Étudiant : à qui m’adresser si je suis en détresse mentale ?
Chacun aura aussi l’occasion d’apporter son témoignage via un formulaire en ligne au sujet de son expérience du sport sur sa santé mentale. Il ne s’agit pas seulement de montrer les bons côtés. Plusieurs ambassadeurs sportifs de la campagne alertent aussi sur les effets d’une pratique trop intensive sur le mental, afin de conseiller au mieux les jeunes. Le tout est de faire se rencontrer des témoignages de sportifs de haut niveau et ceux d’étudiants pour trouver un équilibre sain entre pratique professionnelle et sédentarité imposée par la vie étudiante.
Sportifs de haut niveau et étudiants du supérieur : un public assez semblable
Pour la soirée de lancement de « Tête la première » le 5 octobre dernier, plusieurs des ambassadeurs sportifs et étudiants de la campagne s’étaient prêtés au jeu d’une discussion autour du sport et de la santé mentale. Le talk était animé par Christelle Tissot, la fondatrice du média Musae, qui vise à « dédramatiser et démocratiser la santé mentale ».

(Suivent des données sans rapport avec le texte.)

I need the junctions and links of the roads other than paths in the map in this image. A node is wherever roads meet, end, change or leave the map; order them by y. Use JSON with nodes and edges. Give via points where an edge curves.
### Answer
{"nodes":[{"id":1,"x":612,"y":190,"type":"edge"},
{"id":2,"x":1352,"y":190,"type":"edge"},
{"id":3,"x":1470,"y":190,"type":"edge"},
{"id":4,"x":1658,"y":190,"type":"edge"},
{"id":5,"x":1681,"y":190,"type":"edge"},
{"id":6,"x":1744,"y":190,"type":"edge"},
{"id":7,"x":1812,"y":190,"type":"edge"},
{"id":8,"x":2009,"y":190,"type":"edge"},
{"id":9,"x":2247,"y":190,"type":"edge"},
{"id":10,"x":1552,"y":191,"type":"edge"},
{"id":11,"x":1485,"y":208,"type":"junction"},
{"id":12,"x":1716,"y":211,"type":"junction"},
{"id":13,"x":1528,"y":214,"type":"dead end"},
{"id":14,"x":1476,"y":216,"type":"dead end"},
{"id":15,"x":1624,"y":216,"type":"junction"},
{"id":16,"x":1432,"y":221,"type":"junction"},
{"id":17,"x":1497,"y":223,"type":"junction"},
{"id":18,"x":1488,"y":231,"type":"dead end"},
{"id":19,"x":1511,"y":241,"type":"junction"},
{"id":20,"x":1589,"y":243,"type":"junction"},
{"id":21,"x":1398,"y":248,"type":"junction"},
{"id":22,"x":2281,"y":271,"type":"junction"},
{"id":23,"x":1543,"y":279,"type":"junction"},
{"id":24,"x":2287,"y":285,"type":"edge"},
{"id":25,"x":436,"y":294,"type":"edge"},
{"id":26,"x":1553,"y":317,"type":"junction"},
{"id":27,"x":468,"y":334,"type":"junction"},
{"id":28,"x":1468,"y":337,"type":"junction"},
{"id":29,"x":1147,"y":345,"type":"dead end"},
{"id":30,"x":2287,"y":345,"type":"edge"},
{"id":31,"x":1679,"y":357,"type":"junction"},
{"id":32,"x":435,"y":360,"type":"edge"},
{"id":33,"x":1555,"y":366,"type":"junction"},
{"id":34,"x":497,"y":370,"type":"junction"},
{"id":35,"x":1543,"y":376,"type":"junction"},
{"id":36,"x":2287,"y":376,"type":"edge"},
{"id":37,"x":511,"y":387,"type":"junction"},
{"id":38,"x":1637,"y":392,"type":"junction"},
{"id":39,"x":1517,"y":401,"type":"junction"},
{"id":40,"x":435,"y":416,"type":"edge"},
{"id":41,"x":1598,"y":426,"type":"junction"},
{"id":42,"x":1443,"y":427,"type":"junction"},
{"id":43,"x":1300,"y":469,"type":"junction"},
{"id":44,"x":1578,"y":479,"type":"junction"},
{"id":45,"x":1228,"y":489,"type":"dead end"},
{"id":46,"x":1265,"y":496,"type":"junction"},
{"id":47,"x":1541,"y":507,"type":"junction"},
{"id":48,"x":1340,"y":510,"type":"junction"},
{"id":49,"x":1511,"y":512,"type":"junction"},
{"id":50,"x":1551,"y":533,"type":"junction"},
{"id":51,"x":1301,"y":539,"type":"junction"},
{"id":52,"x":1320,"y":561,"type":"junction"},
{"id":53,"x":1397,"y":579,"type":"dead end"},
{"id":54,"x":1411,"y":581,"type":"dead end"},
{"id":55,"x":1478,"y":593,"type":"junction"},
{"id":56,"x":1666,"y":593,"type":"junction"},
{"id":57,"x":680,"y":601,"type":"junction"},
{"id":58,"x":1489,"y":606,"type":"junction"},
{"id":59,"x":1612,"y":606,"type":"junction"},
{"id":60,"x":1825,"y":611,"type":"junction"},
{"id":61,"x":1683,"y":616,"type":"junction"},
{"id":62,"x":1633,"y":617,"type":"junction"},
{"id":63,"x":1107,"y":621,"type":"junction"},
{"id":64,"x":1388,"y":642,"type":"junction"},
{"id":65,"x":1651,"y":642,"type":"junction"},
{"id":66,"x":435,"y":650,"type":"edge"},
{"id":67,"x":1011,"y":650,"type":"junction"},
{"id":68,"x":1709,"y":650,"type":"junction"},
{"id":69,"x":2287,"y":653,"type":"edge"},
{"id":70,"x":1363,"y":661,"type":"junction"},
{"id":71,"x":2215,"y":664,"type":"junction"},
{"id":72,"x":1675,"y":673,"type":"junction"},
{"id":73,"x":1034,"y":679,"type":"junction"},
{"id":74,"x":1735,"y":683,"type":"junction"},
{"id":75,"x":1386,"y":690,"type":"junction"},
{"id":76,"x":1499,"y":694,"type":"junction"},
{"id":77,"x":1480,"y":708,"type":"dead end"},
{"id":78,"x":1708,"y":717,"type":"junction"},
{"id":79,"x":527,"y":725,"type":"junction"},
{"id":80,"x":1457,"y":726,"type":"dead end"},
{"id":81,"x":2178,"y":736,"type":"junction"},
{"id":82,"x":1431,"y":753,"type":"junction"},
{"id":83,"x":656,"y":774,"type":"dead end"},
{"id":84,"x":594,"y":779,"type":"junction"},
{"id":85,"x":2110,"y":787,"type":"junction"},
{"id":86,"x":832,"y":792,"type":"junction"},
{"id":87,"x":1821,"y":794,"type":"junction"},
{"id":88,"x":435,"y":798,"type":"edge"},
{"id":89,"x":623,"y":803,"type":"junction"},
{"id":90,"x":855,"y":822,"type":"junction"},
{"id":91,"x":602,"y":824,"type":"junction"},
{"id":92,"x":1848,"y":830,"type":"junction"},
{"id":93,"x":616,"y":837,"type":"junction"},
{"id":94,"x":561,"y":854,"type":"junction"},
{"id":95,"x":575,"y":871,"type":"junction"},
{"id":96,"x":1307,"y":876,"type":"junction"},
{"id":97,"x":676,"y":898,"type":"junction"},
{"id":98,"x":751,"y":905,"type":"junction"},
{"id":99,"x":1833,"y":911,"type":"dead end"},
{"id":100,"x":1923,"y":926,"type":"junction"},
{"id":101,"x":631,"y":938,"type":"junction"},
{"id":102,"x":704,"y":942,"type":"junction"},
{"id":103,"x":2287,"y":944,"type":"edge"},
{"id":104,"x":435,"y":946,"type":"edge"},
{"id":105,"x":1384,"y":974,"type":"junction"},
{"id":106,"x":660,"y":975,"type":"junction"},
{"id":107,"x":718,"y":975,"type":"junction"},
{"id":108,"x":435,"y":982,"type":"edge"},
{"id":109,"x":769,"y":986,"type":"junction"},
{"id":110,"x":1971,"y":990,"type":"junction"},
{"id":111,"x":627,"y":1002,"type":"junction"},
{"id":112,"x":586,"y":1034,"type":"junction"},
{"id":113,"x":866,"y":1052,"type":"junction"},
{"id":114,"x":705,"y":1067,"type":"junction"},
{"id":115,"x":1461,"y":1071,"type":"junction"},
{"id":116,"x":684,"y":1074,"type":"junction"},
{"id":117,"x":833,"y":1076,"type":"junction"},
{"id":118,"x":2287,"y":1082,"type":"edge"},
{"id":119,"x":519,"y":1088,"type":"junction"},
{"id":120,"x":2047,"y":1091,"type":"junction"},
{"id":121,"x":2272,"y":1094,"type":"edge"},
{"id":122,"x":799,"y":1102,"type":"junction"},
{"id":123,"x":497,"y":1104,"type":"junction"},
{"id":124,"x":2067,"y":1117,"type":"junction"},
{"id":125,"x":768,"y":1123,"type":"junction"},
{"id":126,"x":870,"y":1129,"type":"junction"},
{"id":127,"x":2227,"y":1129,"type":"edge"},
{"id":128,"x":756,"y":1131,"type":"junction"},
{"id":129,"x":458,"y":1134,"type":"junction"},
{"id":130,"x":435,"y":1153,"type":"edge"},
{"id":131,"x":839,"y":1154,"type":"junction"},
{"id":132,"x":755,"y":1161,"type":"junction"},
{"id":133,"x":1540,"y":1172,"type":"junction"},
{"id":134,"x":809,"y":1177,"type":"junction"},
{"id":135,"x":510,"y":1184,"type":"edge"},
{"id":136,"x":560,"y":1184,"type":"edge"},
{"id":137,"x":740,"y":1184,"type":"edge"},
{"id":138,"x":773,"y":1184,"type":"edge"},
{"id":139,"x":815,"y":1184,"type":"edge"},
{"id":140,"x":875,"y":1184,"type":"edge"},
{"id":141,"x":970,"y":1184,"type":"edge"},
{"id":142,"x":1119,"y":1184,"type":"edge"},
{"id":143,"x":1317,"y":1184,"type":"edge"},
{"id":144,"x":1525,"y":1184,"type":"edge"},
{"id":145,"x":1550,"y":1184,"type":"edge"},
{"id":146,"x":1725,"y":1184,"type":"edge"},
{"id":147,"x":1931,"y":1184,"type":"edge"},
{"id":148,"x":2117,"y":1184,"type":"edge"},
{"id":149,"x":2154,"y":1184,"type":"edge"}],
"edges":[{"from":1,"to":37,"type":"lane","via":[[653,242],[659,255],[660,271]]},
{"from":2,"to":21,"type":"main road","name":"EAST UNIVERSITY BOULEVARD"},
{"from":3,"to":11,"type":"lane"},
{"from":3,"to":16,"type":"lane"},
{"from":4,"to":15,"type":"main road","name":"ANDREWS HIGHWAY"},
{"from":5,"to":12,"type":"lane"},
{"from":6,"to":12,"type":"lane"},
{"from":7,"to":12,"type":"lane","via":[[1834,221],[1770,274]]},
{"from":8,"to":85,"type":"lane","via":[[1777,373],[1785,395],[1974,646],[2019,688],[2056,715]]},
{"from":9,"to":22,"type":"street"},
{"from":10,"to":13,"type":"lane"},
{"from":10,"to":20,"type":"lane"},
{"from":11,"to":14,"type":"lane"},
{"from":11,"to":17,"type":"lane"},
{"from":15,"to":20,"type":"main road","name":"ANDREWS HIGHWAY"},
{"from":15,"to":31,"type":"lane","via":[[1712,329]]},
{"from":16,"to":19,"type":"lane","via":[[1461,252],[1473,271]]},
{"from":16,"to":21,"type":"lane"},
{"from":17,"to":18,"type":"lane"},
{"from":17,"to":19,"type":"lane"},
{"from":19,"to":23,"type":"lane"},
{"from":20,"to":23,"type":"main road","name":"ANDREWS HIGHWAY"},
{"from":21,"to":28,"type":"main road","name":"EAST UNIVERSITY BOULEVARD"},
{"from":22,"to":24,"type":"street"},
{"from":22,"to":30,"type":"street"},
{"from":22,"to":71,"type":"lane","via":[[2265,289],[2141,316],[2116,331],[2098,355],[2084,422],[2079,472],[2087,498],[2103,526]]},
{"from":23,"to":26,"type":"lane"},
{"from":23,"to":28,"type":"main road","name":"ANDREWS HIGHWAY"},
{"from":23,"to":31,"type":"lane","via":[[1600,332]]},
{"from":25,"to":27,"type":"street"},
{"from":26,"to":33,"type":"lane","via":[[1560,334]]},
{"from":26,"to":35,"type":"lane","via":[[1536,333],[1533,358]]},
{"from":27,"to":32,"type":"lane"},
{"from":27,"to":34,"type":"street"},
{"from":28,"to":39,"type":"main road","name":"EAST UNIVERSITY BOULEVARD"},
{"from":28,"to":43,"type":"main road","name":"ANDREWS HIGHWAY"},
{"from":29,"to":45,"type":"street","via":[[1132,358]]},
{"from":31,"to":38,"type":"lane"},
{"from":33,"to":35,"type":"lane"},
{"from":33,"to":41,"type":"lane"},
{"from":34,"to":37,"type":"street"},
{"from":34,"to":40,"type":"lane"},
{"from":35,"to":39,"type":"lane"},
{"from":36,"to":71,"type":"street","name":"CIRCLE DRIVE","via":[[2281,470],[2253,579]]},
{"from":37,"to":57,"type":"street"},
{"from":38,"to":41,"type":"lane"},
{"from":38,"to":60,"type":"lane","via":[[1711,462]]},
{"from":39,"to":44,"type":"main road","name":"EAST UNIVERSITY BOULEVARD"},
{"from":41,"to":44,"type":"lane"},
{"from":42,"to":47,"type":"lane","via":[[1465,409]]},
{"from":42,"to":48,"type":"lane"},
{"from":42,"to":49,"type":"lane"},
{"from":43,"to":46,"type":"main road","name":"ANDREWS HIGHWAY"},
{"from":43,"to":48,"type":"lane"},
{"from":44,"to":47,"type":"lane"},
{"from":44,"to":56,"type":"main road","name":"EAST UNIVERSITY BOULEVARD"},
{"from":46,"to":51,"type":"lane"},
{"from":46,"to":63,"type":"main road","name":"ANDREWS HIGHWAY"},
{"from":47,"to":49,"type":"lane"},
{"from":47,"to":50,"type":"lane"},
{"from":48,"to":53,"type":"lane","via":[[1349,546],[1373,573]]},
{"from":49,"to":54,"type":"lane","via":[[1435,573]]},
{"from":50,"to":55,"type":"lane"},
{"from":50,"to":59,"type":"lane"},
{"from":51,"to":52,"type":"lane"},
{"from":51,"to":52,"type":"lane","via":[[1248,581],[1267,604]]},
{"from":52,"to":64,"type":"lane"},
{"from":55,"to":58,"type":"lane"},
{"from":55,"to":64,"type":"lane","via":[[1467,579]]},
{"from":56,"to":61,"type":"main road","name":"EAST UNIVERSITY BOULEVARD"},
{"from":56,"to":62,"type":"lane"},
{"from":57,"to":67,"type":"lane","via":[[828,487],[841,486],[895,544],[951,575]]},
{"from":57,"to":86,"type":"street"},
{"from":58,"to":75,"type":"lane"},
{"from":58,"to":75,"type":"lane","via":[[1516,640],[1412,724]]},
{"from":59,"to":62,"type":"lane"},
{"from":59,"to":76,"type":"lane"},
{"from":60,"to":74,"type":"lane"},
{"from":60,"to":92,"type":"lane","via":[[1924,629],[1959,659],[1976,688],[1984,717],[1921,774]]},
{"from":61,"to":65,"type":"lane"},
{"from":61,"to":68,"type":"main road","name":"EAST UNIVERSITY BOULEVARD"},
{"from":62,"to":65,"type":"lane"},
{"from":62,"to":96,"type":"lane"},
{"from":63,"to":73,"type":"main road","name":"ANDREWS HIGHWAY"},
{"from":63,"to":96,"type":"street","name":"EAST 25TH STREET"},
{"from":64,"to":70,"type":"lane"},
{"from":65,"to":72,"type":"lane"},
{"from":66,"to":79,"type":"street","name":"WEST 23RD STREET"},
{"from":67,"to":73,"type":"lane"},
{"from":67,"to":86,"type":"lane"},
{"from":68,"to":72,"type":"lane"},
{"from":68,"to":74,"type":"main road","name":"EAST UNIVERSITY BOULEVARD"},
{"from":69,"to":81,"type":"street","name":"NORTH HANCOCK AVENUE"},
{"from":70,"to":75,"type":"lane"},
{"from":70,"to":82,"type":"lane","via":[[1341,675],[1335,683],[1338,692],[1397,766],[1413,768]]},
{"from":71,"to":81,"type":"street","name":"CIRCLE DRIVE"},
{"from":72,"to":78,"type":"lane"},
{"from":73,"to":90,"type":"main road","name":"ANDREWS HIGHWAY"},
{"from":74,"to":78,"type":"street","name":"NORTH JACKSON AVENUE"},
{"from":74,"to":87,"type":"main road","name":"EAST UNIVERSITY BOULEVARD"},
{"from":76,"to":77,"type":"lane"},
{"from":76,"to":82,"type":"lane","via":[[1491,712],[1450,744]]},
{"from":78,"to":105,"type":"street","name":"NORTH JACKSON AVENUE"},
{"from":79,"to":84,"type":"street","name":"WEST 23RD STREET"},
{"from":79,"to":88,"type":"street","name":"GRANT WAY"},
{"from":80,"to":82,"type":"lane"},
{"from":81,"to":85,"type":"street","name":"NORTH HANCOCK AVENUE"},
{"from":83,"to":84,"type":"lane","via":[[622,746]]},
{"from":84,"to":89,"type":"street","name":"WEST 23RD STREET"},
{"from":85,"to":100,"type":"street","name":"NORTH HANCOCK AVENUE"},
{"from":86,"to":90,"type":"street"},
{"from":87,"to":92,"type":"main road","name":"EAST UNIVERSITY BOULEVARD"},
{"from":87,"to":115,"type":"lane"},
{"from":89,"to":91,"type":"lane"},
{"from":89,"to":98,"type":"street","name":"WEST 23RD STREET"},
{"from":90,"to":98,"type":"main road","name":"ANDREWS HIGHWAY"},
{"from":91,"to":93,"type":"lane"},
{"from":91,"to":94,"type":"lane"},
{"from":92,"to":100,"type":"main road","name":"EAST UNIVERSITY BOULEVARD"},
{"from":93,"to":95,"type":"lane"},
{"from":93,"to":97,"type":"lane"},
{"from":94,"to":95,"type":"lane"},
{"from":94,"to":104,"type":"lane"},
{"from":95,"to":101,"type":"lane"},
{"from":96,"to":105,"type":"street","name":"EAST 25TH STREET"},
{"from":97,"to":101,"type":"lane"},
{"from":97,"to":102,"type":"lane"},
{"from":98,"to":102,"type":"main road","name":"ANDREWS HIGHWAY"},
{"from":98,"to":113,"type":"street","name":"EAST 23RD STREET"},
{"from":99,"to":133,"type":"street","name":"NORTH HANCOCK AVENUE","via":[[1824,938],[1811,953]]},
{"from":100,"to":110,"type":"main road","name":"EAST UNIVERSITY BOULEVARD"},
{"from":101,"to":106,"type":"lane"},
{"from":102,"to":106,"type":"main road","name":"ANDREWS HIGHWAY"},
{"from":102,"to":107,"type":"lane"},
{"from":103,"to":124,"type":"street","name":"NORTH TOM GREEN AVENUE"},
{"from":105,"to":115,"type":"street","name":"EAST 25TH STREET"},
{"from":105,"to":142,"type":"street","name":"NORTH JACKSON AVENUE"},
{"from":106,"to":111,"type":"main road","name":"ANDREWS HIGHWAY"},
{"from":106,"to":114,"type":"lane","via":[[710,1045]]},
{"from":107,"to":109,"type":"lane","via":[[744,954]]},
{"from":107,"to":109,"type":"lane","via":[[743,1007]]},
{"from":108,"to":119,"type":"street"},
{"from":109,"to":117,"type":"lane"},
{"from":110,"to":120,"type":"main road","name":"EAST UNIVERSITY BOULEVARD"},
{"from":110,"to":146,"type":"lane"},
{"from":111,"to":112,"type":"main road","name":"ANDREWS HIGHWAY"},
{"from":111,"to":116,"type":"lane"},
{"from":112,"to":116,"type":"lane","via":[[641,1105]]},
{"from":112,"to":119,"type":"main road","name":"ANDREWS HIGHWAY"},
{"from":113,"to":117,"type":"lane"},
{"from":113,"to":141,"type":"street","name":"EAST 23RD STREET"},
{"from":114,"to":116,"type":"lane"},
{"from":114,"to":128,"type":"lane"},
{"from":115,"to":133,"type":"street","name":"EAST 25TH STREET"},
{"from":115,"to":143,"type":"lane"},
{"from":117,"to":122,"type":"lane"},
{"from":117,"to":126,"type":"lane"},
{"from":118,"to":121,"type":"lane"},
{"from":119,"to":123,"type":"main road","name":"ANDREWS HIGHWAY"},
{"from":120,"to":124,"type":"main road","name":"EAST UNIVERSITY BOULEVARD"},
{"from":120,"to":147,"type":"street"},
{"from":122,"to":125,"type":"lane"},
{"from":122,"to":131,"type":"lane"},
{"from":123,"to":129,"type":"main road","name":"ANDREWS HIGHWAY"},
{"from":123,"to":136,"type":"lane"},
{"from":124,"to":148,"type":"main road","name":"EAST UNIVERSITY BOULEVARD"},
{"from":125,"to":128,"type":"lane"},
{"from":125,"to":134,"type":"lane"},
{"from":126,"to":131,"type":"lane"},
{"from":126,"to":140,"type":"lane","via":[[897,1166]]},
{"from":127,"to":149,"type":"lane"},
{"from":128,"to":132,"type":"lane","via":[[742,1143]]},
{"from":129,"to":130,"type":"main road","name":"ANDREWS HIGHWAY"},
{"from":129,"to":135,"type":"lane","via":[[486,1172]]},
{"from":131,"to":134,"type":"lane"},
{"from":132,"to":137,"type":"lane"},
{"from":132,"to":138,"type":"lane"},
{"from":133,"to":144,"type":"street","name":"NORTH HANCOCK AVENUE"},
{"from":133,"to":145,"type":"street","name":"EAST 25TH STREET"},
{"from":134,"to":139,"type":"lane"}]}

Les intervenants ont plusieurs fois tracé le parallèle entre étudiants du supérieur et sportifs de haut niveau, mettant alors en avant la pression qu’ils peuvent subir, leur préparation face à une échéance ou encore le lien entre leur santé mentale et leurs objectifs.
Pour Asma Niang, « Un étudiant, c’est forcément une performance qu’il va aller chercher », tout comme un sportif. « Il a une pression sociale de réussir, [d’] avoir de bonnes notes [de] rendre le mémoire. […] Il y a aussi la peur du rejet s’il ne réussit pas. »
Établissement du supérieur ou équipe sportive, ces structures proposent un sentiment d’appartenance. Il peut s’avérer positif, mais également négatif, une fois confronté à un échec. Nasrine Chafa le dit d’ailleurs très bien : « Le sport pour moi, c’était un petit peu une appartenance […] j’avais l’impression de me sentir utile dans l’équipe […] c’était comme une deuxième famille ». Cela implique aussi une certaine pression et une peur de décevoir les parents, les enseignants et les amis, par exemple, dans le cas étudiant.
Emma Oudiou, ancienne spécialiste du 3 000 m steeple, conseille les étudiants comme les athlètes face à cette pression de la réussite : « Ce qui est important, c’est de ne pas complètement s’identifier à sa performance ou à son objectif […] de se rappeler qu’on existe par ailleurs. » Elle rappelle l’importance de sortir de la pensée du « Je vaudrai quelque chose seulement si j’atteins cet objectif-là […] ou parce que j’ai une médaille ou des sponsors ». Du côté des étudiants, cela peut aussi passer par le fait d’avoir des hobbies à côté des études, comme une activité sportive, du bénévolat ou une passion, par exemple.
Quel sport pratiquer à la fac, pour le loisir ou des points bonus ?
Philippe Dauvier, préparateur mental dans le milieu sportif, place la préparation mentale et physique avant une compétition sportive au même plan que celle qui a lieu avant un examen académique. « C’est tout pareil, il y a les mêmes enjeux ». Nasrine Chafa le confirme d’ailleurs. « Avant nos matchs, on regardait les vidéos des joueuses adverses pour en savoir plus sur leur tactique, leur défense, leur jeu et avant un partiel, c’est la même chose. On s’entraîne sur des annales, on revoit nos cours… »
Pour le préparateur mental, avant un concours ou une rencontre sportive, il faut « rendre plus souple le cerveau » face à certaines peurs, celle de l’échec, notamment ou le manque de confiance en soi. « C’est un muscle comme les autres, qui se muscle et qui s’étire », image Philippe Dauvier. L’idéal est alors à consacrer régulièrement du temps à une activité physique, à de la méditation, ou à tout autre passe-temps qui permet non seulement de se détendre, mais aussi de s’épanouir en parallèle des études. Cela permet d’aborder sa vie étudiante avec « plus de facilité, plus de tranquillité, plus d’anticipation », conclut-il.